Saturday, October 11, 2014

Chapter 1 – Psalm 147:3   He heals the brokenhearted, binding up their wounds.

God loves broken babies.  He whispered to me in the dark one night while I was laying my heart at His feet and crying over His calling on my life.  He gently reminded me that the babies He adopts come to Him broken as well.

He has called my husband and me to broken babies.  Adopting them, keeping them, loving them, forever.  No matter what the cost.  

In the early days, after my husband and I realized that we were called to the ministry of adoption, we thought God was asking us to take multi-ethnic children.  Healthy multi-ethnic children.  We did not know that He was asking us to take in broken children.

What we did not know then was that every child comes broken.  Whether adopted into His family or ours,  we all come broken.

I lay in bed that night, weeping before my God.  I wept for my oldest child.  He was healthy in body, but broken in spirit.  He had come physically healthy to our family, and yet there was a sadness in his spirit, a brokenness we couldn’t touch and yet longed to bring Christ’s healing to.

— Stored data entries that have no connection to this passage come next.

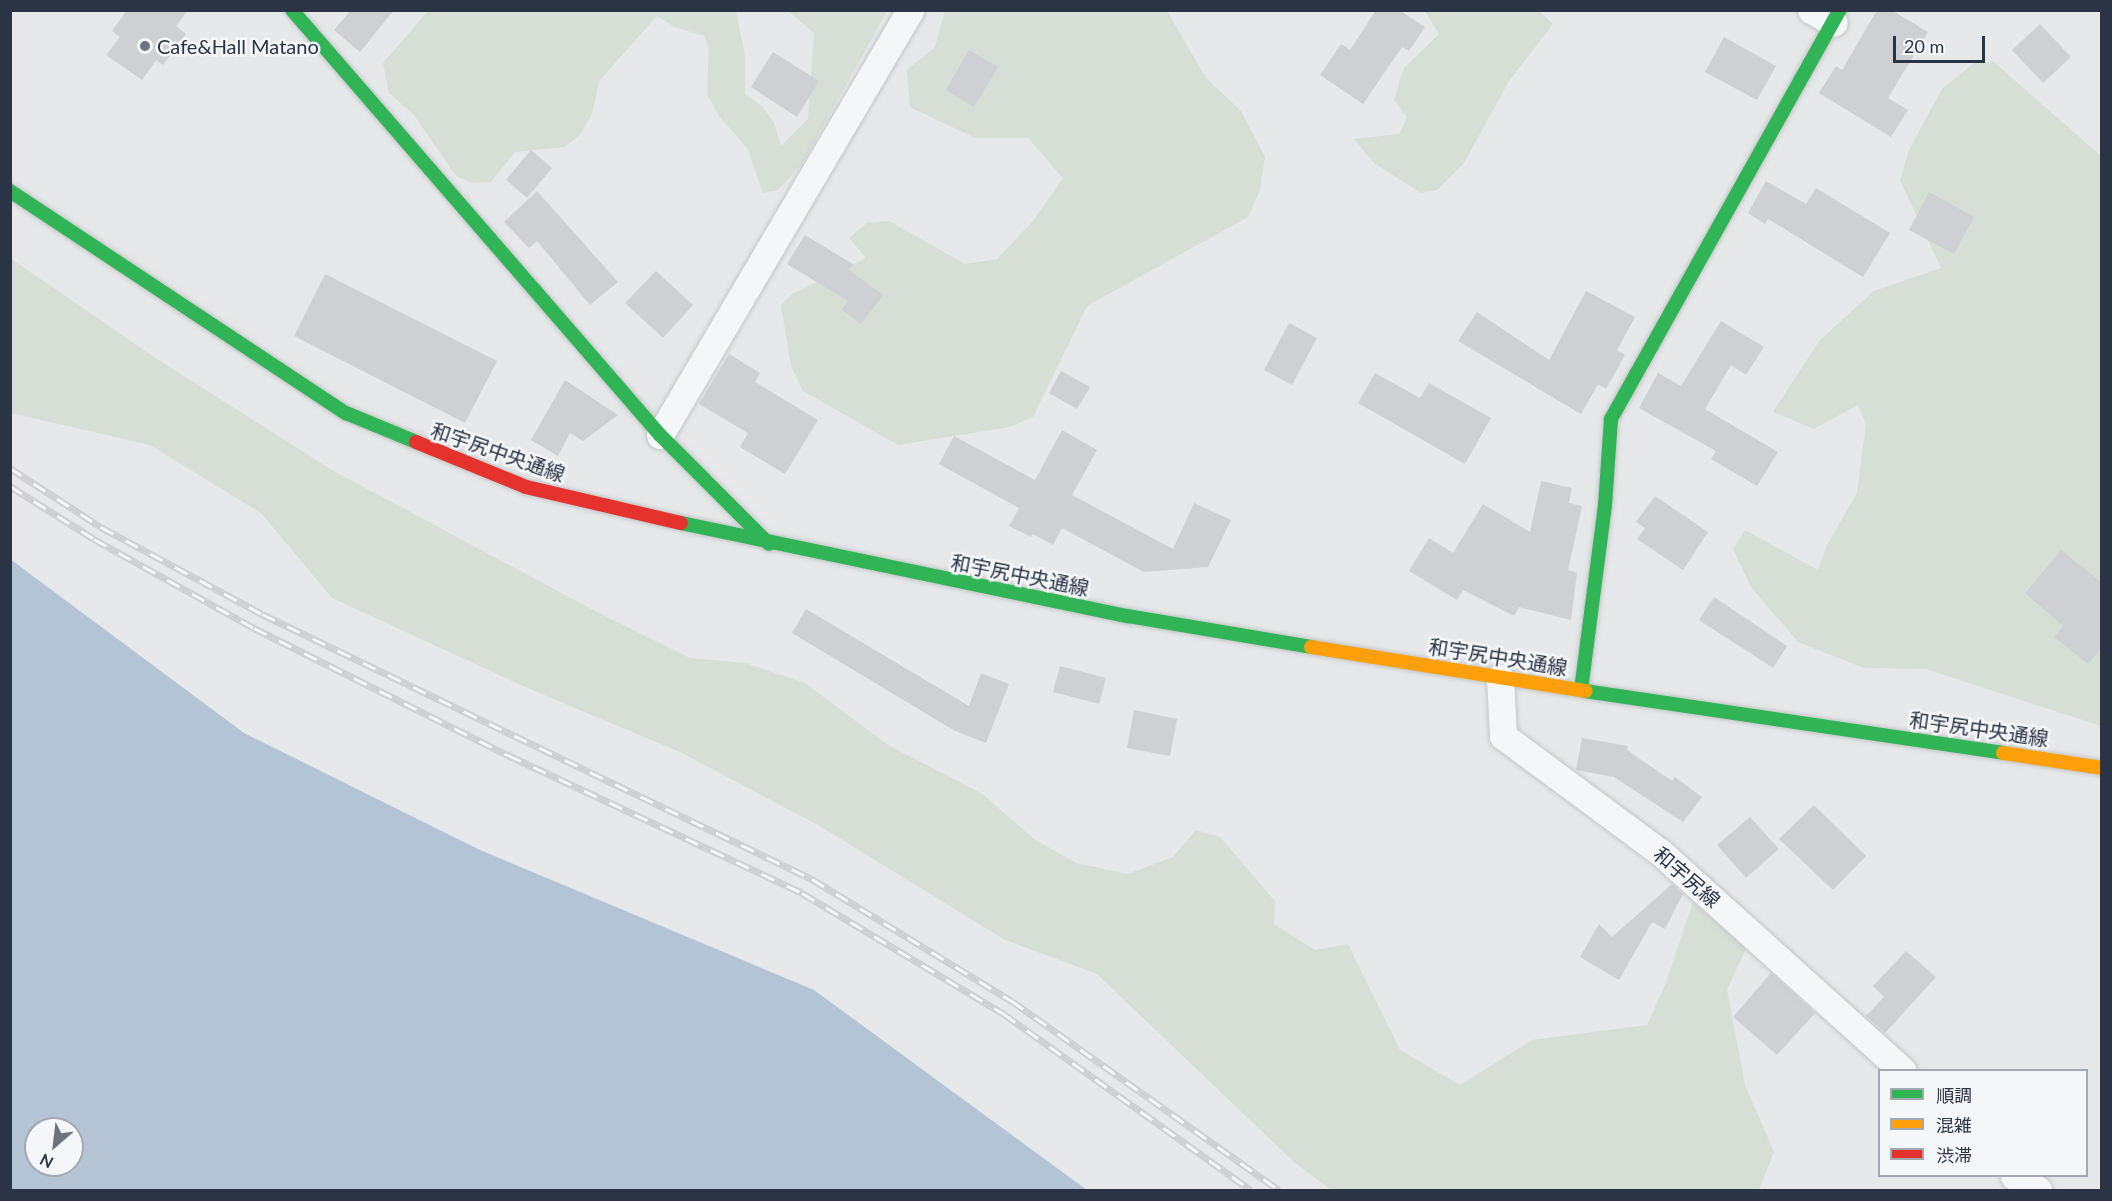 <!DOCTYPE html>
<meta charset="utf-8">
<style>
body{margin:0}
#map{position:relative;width:2112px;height:1201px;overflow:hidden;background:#e6e8ea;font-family:Lato,"Noto Sans JP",sans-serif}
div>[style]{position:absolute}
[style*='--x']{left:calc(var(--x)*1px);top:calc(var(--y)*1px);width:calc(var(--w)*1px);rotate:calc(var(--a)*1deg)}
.green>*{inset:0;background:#d6ded6}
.water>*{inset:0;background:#b4c4d5}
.building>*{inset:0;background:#ced0d3}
.roads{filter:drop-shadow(0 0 2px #c4c6c8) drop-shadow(0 0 2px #c4c6c8)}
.street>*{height:27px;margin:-13.5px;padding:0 13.5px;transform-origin:13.5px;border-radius:13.5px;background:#f5f6f7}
.fast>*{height:14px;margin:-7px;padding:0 7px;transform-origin:7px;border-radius:7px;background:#30b455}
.slow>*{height:14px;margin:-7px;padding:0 7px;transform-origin:7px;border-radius:7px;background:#ff9f0a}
.jam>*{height:14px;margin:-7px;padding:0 7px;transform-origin:7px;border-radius:7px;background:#e5322d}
.rail>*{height:7px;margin-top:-3.5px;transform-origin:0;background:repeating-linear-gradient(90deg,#f4f6f9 0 14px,#cecfd2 0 28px);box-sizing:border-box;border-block:2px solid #cecfd2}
.dots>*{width:16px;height:16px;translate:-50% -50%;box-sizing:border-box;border:3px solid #f4f6f9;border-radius:50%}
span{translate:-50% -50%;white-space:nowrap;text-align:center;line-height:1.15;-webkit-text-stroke:5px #f4f6f9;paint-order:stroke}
.poi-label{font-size:20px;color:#2b3445}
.left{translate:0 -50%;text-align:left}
.street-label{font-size:20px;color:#2b3445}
.frame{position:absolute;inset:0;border:12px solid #2b3445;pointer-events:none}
.legend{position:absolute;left:1878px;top:1069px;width:210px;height:108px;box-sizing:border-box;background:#f4f6f9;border:2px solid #a4a8b1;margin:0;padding:8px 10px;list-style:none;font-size:18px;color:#2b3445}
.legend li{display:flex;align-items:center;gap:12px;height:30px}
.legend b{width:30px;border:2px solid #a4a8b1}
.north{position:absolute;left:24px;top:1117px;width:60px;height:60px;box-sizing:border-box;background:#f4f6f9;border:2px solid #a4a8b1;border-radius:50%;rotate:208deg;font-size:16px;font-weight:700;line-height:24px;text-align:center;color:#2b3445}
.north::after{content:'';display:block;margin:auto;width:21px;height:27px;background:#6c737f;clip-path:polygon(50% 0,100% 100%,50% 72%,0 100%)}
.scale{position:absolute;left:1893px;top:36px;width:92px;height:27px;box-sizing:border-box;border:3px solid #2b3445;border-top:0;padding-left:8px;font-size:18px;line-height:21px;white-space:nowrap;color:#2b3445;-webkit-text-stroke:4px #f4f6f9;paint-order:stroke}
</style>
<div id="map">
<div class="green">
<i style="clip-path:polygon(428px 11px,736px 11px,745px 56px,745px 94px,762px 106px,774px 123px,781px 146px,808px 119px,814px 33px,788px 11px,887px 11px,802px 164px,778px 190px,763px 193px,747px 148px,719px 116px,707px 94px,709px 51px,704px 36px,675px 27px,657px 16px,599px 81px,592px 114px,580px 135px,564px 147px,515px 152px,491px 182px,472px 183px,456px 176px,414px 115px,389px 93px,383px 63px)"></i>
<i style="clip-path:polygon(945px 11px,1167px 11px,1206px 78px,1241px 111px,1265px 157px,1260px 190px,1248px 217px,1087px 306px,1033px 417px,1010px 427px,898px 445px,803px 391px,791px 366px,781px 305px,792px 294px,866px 258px,849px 238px,867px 223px,889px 221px,965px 264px,997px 259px,1033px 221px,1063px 178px,1028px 138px,975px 138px,910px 107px,907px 70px,935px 47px)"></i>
<i style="clip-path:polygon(1425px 11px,1539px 11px,1553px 24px,1509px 81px,1464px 163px,1437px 190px,1421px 193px,1374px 163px,1354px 139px,1399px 134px,1407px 117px,1394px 100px,1404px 68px,1439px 34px)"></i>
<i style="clip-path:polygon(1994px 62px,2101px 156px,2101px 726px,1926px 669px,1864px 668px,1798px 642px,1751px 587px,1733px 549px,1745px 530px,1818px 570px,1827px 545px,1857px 493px,1866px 424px,1858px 405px,1814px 429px,1773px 412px,1820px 340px,1874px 291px,1941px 268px,1900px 180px,1909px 150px,1942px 89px,1974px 63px)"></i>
<i style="clip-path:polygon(10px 258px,157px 359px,332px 470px,597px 612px,690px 658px,745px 663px,805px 683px,888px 745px,981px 793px,1034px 839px,1076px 863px,1128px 874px,1173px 857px,1196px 830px,1220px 837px,1275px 901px,1274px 924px,1315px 950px,1348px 944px,1400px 1050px,1460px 1085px,1532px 1040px,1647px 1025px,1666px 983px,1693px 902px,1746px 948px,1727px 990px,1745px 1085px,1774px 1152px,1759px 1190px,1331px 1190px,1294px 1162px,1097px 974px,1005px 940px,818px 825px,680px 752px,525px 687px,332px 598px,261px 513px,150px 445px,11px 413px)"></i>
</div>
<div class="water">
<i style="clip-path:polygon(evenodd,10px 559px,244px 733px,480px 850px,814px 990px,1087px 1190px,11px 1190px,10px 559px,36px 1129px,72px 1129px,72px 1165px,36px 1165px,36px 1129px)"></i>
</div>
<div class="building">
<i style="clip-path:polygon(127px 10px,188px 10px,176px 26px,186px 34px,163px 65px,156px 60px,142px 80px,106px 55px,120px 37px,112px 31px)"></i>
<i style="clip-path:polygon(351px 10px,394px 10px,360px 52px,334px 30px)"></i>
<i style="clip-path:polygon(1376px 10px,1399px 10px,1425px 27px,1409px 51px,1402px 47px,1363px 104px,1320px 75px,1341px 44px,1350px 50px)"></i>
<i style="clip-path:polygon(1877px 10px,1891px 10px,1928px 32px,1888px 98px,1908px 110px,1891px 137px,1819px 93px,1836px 66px,1842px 70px)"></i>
<i style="clip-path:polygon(2040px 24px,2071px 57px,2043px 83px,2012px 50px)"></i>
<i style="clip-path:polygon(1724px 37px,1776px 66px,1757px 100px,1705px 72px)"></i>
<i style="clip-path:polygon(969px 50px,998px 67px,974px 107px,946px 90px)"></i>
<i style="clip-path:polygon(773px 52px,819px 81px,797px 117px,751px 87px)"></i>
<i style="clip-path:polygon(531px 150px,552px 168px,527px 198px,506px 180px)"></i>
<i style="clip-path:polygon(1766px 181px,1806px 204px,1816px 188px,1890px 233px,1863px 277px,1768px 219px,1765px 224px,1748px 213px)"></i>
<i style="clip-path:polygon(537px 191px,618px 282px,590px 305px,537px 241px,529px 248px,504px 222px)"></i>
<i style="clip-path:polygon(1929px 192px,1974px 217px,1954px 254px,1909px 230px)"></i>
<i style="clip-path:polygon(805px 235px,853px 264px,849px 270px,883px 295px,861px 324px,842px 310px,848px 301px,787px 264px)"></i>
<i style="clip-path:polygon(656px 271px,693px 305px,663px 338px,625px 303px)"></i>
<i style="clip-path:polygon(325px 274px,497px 361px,465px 423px,294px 336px)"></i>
<i style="clip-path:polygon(1586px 291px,1635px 317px,1617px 350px,1625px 355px,1606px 389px,1598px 384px,1581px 414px,1458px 341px,1477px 312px,1549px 360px)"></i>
<i style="clip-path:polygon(1721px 321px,1764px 347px,1746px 375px,1731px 365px,1705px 409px,1778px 452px,1757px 486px,1711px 459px,1716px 451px,1639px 408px,1658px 373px,1681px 386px)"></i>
<i style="clip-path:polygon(1289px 323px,1317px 338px,1292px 385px,1264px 370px)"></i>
<i style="clip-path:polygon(729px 354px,760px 373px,755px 382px,818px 420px,785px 474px,740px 447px,748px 433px,699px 404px)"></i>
<i style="clip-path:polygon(1061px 371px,1090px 387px,1077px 409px,1049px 393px)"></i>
<i style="clip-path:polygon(1375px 373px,1420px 398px,1429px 383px,1491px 418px,1465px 464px,1358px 403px)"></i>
<i style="clip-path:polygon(565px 380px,618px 415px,583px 441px,570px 433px,558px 456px,531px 440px)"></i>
<i style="clip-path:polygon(1062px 430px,1097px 450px,1072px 495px,1173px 549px,1194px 503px,1231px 520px,1208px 567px,1144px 572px,1062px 528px,1053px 545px,1033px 534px,1031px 537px,1009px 526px,1019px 508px,939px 464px,954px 436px,1035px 480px)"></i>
<i style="clip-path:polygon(1541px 481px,1572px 488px,1569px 503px,1582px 506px,1568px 570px,1577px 573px,1571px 620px,1519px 607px,1514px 616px,1463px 590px,1457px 600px,1409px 571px,1429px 538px,1453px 553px,1483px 504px,1530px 532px)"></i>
<i style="clip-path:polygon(1655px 496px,1708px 532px,1683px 570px,1637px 539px,1645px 528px,1636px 522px)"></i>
<i style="clip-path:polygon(2061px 550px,2102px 583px,2102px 648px,2088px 664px,2054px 637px,2063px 626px,2025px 593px)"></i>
<i style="clip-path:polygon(1714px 597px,1787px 646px,1773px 668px,1699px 620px)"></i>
<i style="clip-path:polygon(806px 609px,969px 706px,981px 673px,1009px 684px,986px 743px,955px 731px,792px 633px)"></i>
<i style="clip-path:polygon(1060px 666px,1106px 678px,1099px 704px,1053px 692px)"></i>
<i style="clip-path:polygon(1134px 710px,1177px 719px,1170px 756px,1127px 748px)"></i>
<i style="clip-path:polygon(1582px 738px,1628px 746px,1627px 750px,1672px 781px,1675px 777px,1702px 797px,1683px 822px,1614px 777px,1576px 770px)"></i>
<i style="clip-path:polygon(1814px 805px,1866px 856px,1833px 890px,1779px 839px)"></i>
<i style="clip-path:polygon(1750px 817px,1779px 849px,1746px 878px,1717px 845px)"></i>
<i style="clip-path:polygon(1672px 884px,1683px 894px,1665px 929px,1652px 922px,1619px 980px,1580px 957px,1599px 924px,1612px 937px)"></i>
<i style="clip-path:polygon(1906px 951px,1936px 977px,1885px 1033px,1866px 1016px,1884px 997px,1873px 986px)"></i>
<i style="clip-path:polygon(1771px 973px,1815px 1013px,1777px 1055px,1733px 1017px)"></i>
</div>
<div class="roads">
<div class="street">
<i style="--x:1811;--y:10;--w:26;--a:29"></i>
<i style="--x:660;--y:435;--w:493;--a:-59.5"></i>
<i style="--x:1500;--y:678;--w:58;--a:87"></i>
<i style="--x:1503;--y:736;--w:195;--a:36.5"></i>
<i style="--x:1660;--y:852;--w:326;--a:42"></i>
<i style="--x:2014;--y:1176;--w:28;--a:30"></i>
</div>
<div class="fast">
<i style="--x:292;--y:10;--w:562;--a:49.11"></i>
<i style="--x:660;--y:435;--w:154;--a:45"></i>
<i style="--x:10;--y:191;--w:403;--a:33.5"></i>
<i style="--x:346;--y:413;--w:76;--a:22.5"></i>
<i style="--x:681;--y:523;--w:457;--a:11.8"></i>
<i style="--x:1128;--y:616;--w:186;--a:9.6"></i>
<i style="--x:1581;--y:690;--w:187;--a:-82.6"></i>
<i style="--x:1605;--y:505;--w:86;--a:-86"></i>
<i style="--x:1611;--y:419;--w:469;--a:-60.8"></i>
<i style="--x:1585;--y:691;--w:423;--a:8.4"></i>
</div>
<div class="slow">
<i style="--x:1311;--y:647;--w:278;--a:9.1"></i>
<i style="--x:2003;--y:753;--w:100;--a:8.6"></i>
</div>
<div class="jam">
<i style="--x:416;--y:442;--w:119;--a:22.2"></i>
<i style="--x:526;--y:487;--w:159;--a:13.1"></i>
</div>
</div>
<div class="rail">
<i style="--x:10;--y:468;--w:108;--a:33"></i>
<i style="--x:101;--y:527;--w:183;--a:28.4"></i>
<i style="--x:262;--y:614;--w:611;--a:25.73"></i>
<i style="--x:812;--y:879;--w:234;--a:31.4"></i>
<i style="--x:1012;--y:1001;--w:327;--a:35.3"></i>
<i style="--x:10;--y:486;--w:99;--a:32.2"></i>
<i style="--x:94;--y:539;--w:183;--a:29.1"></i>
<i style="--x:254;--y:628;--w:284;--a:26.6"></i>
<i style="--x:508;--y:755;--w:325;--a:25.1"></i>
<i style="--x:802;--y:893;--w:235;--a:30.9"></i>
<i style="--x:1004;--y:1014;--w:303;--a:35.5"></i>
</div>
<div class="dots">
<i style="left:145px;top:46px;background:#6c737f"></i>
</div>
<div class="poi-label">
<span class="left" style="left:157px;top:46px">Cafe&amp;Hall Matano</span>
</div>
<div class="street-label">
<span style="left:498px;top:452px;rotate:19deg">和宇尻中央通線</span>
<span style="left:1020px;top:575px;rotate:11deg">和宇尻中央通線</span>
<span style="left:1498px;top:657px;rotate:9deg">和宇尻中央通線</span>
<span style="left:1979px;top:729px;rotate:8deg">和宇尻中央通線</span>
<span style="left:1687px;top:877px;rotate:41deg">和宇尻線</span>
</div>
<div class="frame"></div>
<ul class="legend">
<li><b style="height:8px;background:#30b455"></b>順調</li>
<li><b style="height:8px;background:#ff9f0a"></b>混雑</li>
<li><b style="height:8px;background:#e5322d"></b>渋滞</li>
</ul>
<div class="north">N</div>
<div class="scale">20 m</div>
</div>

I wept for my eldest daughter.  Her body had been ravaged in the womb with crack cocaine and alcohol.  She had come into the world drugged and silent…but then screamed for months as her next “fix” never came.  She was angry before she could speak.  I wept for her release from her bondage.

I wept for my youngest.  He too had begun life in the womb addicted to drugs.  Heroin had coursed through his veins before he even began to breathe.  He experienced drug withdrawal before he learned to smile, before he was held and rocked, before he ever heard a song.  He came into the world laughing, joyful, courageous, and sick.  He was sick so often, I wept for him.

I wept for my newest child.  Tucked in the middle of the family when she was six, she had already lived a lifetime of pain, and yet, couldn’t count to 10.  No matter how much we held her, coaxed her, promised her, there was a haunted look in her eyes.  She was determined to find joy, to give joy, but tears were always below the surface as she felt guilty each time she felt happy.  She wondered why her new daddy didn’t burn her with cigarettes like her first daddy.  She wondered if we were being truthful when we promised that we wouldn’t trick her one day and give her away like her first mommy.  No matter how much we reached out, there was always one more reminder of her brokenness.  I wept for her.

“God,” I said.  “We have sought to be faithful to Your call.  We have taken each child You have placed in our arms.  We have sought Your face daily in their lives.  We have laid each of them at the foot of Your Cross and petitioned You for Your wisdom.  Yet, they are broken.”  The tears flowed.  “Isn’t love enough to heal?!  Aren’t You going to fix them?”

“All of My adopted children come broken too,” He said.  “I AM spending a lifetime on each of them, putting the broken pieces back together.  Gluing the masterpieces I sculpted to perfection before they were born, shattered by a world gone mad, into new masterpieces.  Yet, the cracks, evidence of their brokenness, will always be there - until heaven.  The cracks are there so all will see that I AM God, the Healer of the brokenhearted. The Creator of the mosaic.”

The work is tedious, the results often barely seen, the journey long, and yet, I am honored to be included in Your work, God.  To represent You, to imitate You, to join You in loving broken babies.  


Please pass the glue.  I found another tiny piece.